Concepedia

TLDR

Artificial biochemical circuits could transform biological engineering, but incorporating signal amplification into nucleic‑acid-based designs has been challenging. The study proposes a design strategy enabling an input oligonucleotide to catalyze the release of an output oligonucleotide that can further catalyze other reactions. The reaction is driven by the configurational entropy of the released molecule, yielding a simple, fast, modular, composable, and robust amplifying circuit element. Several circuits were built and characterized, including a feedforward cascade with quadratic kinetics and a positive feedback circuit with exponential growth kinetics.

Abstract

Artificial biochemical circuits are likely to play as large a role in biological engineering as electrical circuits have played in the engineering of electromechanical devices. Toward that end, nucleic acids provide a designable substrate for the regulation of biochemical reactions.
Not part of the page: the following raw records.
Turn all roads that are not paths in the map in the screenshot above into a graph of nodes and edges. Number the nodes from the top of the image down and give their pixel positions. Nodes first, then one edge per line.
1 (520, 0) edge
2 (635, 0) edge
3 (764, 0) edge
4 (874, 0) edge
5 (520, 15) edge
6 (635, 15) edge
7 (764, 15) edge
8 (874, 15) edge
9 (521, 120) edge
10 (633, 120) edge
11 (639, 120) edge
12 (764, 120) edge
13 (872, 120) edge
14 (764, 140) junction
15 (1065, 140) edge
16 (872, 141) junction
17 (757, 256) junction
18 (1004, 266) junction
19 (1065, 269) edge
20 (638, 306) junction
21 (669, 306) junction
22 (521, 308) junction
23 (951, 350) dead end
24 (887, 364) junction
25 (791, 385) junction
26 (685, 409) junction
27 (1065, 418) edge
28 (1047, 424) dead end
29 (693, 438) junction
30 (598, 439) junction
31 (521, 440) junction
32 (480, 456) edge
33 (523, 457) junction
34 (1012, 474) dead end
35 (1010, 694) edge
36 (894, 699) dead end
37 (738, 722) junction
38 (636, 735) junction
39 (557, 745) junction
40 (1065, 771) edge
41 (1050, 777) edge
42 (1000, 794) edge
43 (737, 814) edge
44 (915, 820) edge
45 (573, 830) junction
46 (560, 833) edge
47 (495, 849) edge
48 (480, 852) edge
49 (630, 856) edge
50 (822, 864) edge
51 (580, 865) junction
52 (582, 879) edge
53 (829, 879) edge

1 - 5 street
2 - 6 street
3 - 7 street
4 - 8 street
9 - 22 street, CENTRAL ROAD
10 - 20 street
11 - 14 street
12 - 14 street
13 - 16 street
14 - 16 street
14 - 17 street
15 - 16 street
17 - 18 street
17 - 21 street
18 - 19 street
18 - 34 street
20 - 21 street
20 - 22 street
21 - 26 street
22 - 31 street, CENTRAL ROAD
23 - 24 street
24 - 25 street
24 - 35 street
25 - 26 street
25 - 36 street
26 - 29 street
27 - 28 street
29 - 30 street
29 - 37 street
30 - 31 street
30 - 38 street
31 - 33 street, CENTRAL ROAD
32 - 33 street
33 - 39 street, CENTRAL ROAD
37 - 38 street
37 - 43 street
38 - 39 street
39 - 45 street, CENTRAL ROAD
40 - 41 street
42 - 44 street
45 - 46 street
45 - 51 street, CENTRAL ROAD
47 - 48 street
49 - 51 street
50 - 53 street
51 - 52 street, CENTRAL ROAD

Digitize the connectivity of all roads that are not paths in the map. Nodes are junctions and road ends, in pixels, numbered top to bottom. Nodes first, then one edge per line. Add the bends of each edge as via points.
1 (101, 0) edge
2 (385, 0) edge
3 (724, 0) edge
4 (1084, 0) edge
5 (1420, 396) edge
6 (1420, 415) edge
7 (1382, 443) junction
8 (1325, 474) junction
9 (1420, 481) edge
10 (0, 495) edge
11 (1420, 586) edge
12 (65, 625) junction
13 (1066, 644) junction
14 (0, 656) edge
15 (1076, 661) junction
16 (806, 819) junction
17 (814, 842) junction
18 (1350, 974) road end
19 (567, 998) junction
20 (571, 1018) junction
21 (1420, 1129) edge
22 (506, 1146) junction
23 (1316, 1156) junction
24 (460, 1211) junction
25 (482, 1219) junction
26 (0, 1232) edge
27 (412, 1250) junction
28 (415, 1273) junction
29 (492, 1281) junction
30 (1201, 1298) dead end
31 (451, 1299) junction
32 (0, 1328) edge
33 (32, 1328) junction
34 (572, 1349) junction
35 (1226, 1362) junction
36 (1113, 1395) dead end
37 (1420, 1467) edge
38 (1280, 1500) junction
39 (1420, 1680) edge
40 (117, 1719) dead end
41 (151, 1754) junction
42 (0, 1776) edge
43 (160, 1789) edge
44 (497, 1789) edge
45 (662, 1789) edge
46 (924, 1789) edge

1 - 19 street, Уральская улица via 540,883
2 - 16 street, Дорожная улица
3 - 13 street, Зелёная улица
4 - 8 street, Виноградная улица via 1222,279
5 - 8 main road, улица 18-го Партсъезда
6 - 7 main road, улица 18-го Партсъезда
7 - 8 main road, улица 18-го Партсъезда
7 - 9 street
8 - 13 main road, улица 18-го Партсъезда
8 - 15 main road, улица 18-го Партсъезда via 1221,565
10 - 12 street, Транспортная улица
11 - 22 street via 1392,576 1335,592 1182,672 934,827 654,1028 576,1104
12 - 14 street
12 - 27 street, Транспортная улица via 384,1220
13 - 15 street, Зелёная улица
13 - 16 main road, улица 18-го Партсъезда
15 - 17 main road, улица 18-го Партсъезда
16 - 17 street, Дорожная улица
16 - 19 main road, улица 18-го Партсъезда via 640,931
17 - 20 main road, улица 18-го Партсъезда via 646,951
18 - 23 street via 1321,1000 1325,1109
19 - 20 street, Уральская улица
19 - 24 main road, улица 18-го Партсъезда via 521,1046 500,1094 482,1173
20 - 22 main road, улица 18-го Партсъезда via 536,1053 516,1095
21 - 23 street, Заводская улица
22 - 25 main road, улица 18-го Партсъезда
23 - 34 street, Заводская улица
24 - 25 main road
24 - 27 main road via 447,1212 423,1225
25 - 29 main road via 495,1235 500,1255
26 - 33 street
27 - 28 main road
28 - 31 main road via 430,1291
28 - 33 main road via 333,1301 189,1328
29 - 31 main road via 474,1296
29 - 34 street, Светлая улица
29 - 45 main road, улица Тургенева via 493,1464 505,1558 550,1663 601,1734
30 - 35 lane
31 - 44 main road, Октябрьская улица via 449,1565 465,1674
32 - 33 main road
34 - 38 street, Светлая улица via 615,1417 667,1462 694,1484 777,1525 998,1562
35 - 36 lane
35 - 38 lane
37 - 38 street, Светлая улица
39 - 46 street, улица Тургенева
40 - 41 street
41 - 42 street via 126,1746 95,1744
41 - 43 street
However, it has been difficult to incorporate signal amplification components. We introduce a design strategy that allows a specified input oligonucleotide to catalyze the release of a specified output oligonucleotide, which in turn can serve as a catalyst for other reactions. This reaction, which is driven forward by the configurational entropy of the released molecule, provides an amplifying circuit element that is simple, fast, modular, composable, and robust. We have constructed and characterized several circuits that amplify nucleic acid signals, including a feedforward cascade with quadratic kinetics and a positive feedback circuit with exponential growth kinetics.